| Work task |
Check each line of the records below and collect those that include the word "roads".

(Data excerpts Opens)

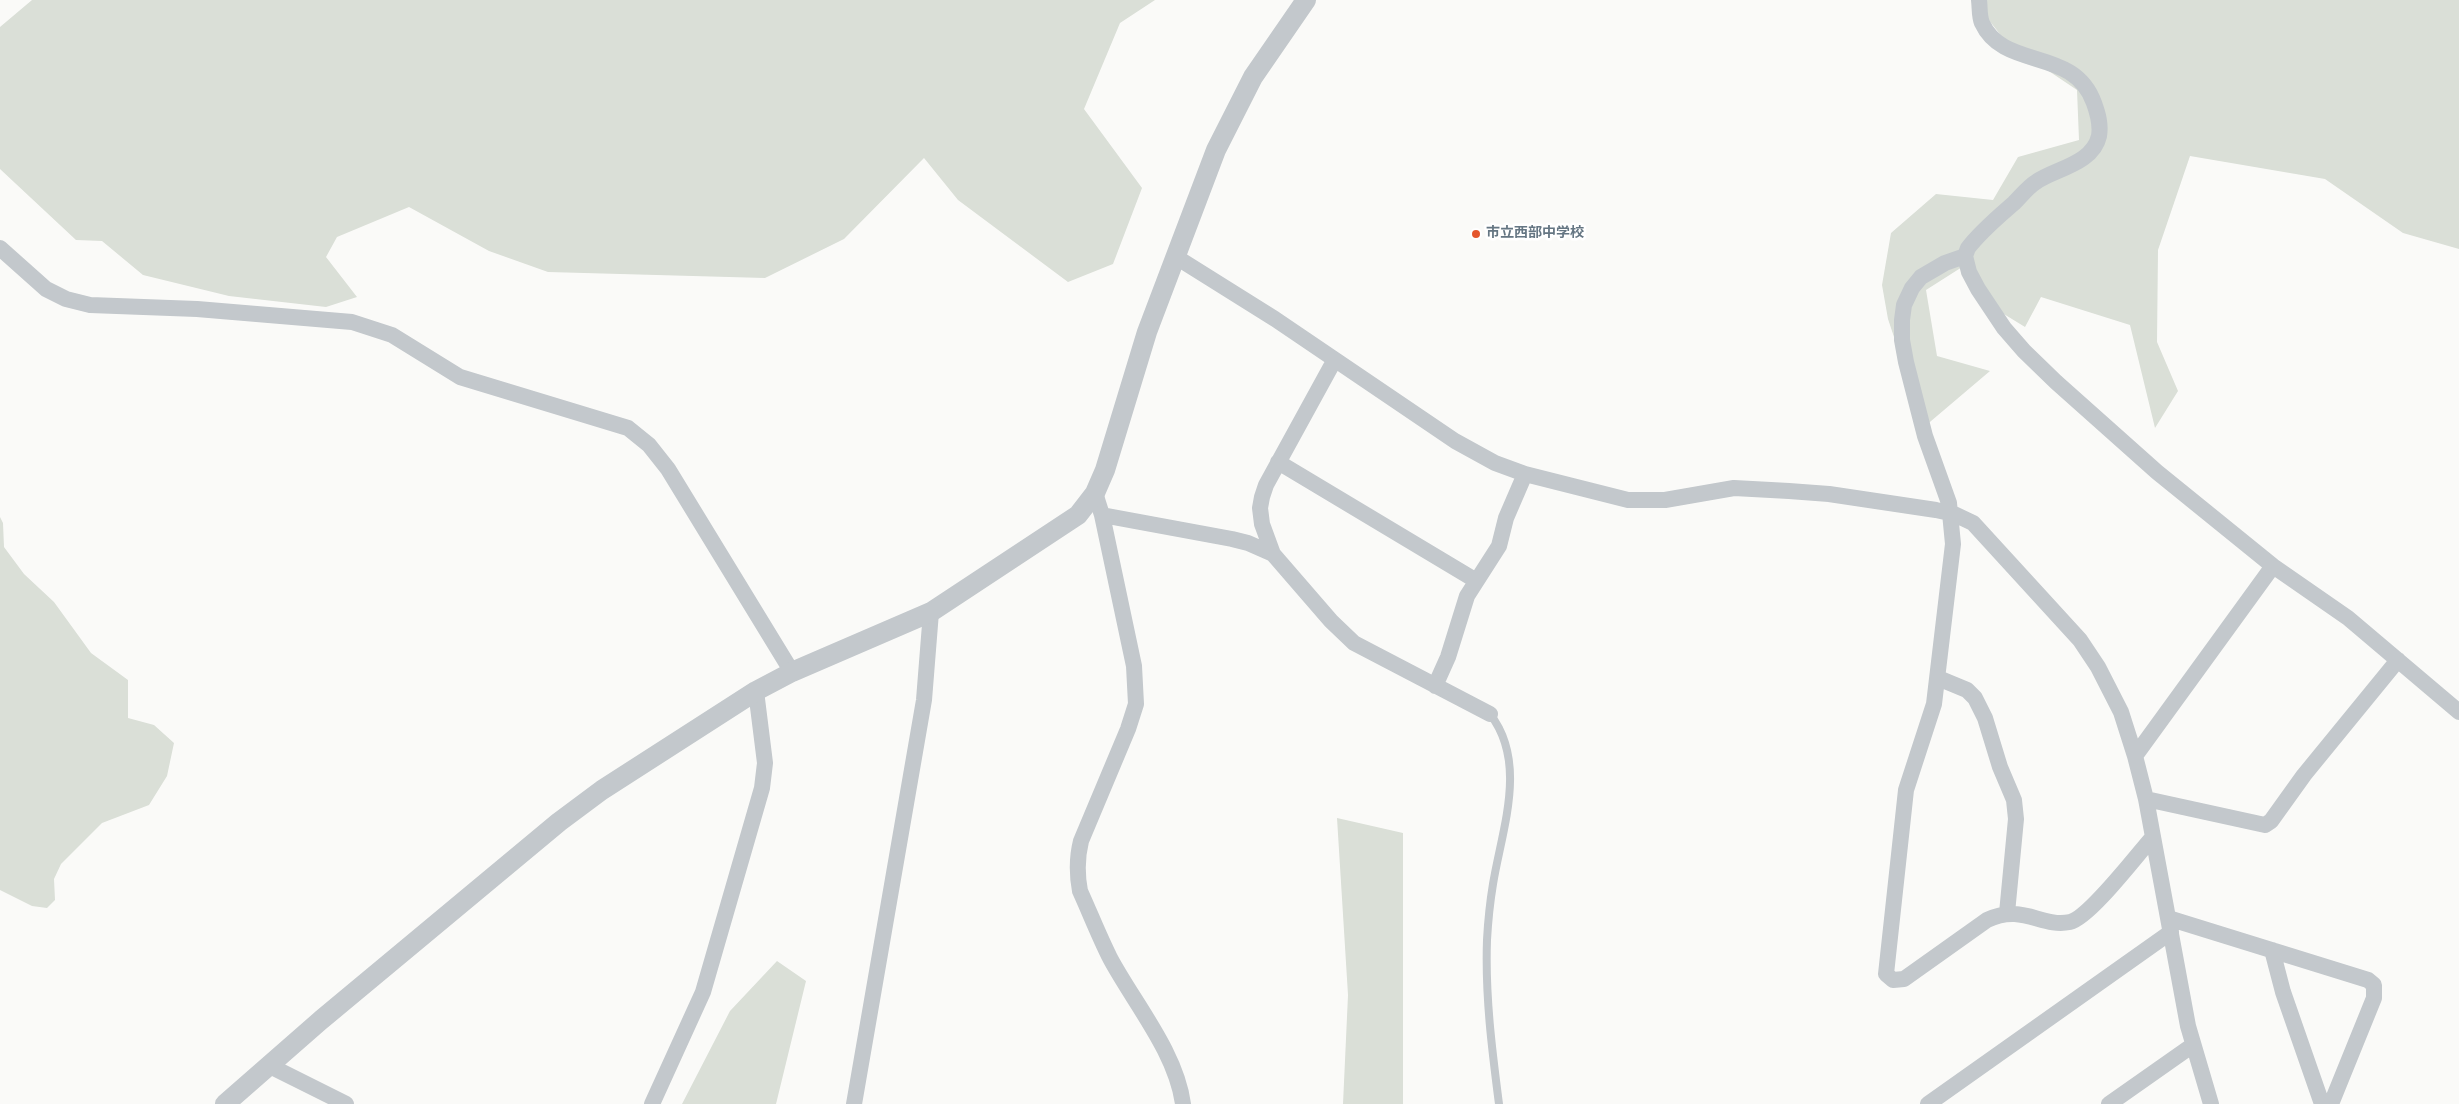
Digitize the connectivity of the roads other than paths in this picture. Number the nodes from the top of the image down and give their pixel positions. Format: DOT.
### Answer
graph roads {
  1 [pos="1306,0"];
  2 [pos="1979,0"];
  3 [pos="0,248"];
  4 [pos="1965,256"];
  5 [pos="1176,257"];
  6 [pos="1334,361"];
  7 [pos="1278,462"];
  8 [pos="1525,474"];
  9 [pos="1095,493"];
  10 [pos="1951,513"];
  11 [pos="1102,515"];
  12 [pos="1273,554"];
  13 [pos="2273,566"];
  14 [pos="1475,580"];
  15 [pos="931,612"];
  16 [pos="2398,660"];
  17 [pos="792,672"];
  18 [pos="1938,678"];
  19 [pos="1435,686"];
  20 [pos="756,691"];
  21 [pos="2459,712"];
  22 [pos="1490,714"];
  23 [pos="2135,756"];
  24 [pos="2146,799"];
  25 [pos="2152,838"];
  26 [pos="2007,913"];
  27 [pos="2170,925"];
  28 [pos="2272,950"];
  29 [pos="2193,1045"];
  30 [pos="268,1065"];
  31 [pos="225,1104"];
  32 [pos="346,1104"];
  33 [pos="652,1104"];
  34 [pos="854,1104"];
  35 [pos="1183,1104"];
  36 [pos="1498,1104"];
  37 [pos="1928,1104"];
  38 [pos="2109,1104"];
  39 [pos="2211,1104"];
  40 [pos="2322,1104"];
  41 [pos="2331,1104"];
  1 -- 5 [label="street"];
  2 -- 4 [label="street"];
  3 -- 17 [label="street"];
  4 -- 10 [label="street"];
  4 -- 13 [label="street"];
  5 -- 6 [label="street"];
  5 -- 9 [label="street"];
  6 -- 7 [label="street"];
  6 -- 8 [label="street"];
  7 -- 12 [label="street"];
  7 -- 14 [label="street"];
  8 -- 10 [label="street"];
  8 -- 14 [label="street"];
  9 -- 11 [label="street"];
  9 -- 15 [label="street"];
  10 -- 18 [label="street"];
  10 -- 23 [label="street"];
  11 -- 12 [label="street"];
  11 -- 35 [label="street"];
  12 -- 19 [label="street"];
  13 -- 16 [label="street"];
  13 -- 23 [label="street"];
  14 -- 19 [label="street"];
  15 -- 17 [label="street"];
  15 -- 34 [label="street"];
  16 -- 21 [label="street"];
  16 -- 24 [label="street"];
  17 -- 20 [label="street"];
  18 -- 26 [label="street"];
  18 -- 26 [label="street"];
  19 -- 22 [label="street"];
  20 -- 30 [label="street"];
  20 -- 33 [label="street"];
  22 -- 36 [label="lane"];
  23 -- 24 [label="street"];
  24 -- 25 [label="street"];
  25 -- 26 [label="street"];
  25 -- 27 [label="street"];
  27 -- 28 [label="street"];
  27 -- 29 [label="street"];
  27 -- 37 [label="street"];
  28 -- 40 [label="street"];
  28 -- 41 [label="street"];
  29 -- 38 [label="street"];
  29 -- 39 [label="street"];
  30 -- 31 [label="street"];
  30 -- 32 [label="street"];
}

(Data excerpts Closes)

| Answer section |
Digitize the connectivity of the roads other than paths in this picture. Number the nodes from the top of the image down and give their pixel positions. Format: DOT.
graph roads {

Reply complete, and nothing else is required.